[Collected data entries]
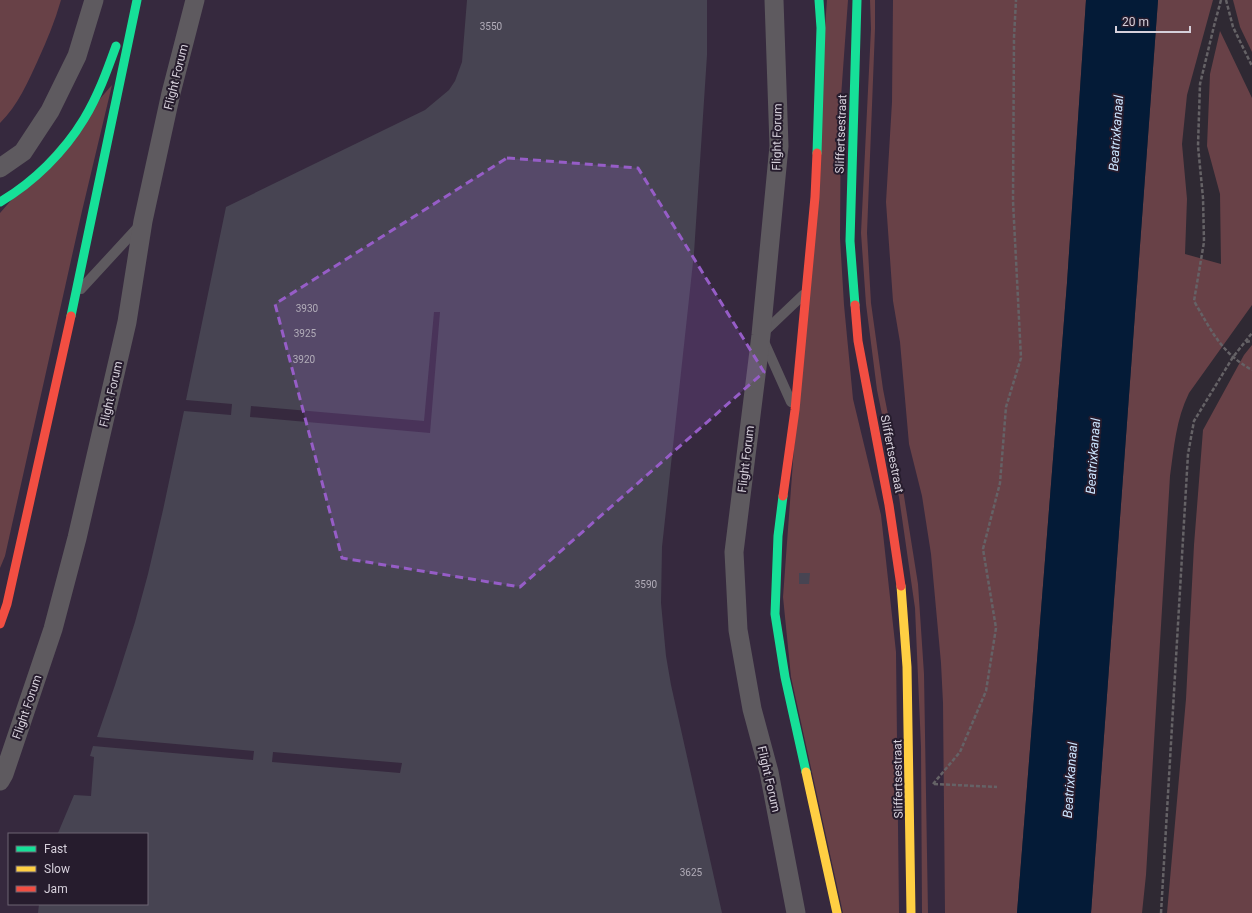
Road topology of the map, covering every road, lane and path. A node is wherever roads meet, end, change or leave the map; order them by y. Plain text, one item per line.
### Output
1 (94, 0) edge
2 (133, 0) edge
3 (137, 0) edge
4 (195, 0) edge
5 (774, 0) edge
6 (819, 0) edge
7 (857, 0) edge
8 (1016, 0) edge
9 (1221, 0) edge
10 (1226, 0) edge
11 (1252, 66) edge
12 (0, 168) edge
13 (0, 202) edge
14 (143, 221) junction
15 (806, 292) junction
16 (76, 295) junction
17 (1252, 333) edge
18 (761, 335) junction
19 (1252, 341) edge
20 (1246, 342) junction
21 (1233, 357) junction
22 (1252, 370) edge
23 (795, 410) junction
24 (0, 624) edge
25 (0, 781) edge
26 (997, 787) dead end
27 (796, 913) edge
28 (836, 913) edge
29 (911, 913) edge
30 (1160, 913) edge

1 - 12 street
2 - 13 street
3 - 16 street
4 - 14 street, Flight Forum
5 - 18 street, Flight Forum
6 - 15 street
7 - 29 street, Sliffertsestraat
8 - 26 path
9 - 21 path
10 - 11 path
14 - 16 lane
14 - 25 street, Flight Forum
15 - 18 lane
15 - 23 street
16 - 24 street
17 - 20 path
18 - 23 lane
18 - 27 street, Flight Forum
19 - 20 path
20 - 21 path
21 - 22 path
21 - 30 path
23 - 28 street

**THE TASK:**
Each line in the data that holds the string "Flight" must be returned.

**SOLUTION:**
4 - 14 street, Flight Forum
5 - 18 street, Flight Forum
14 - 25 street, Flight Forum
18 - 27 street, Flight Forum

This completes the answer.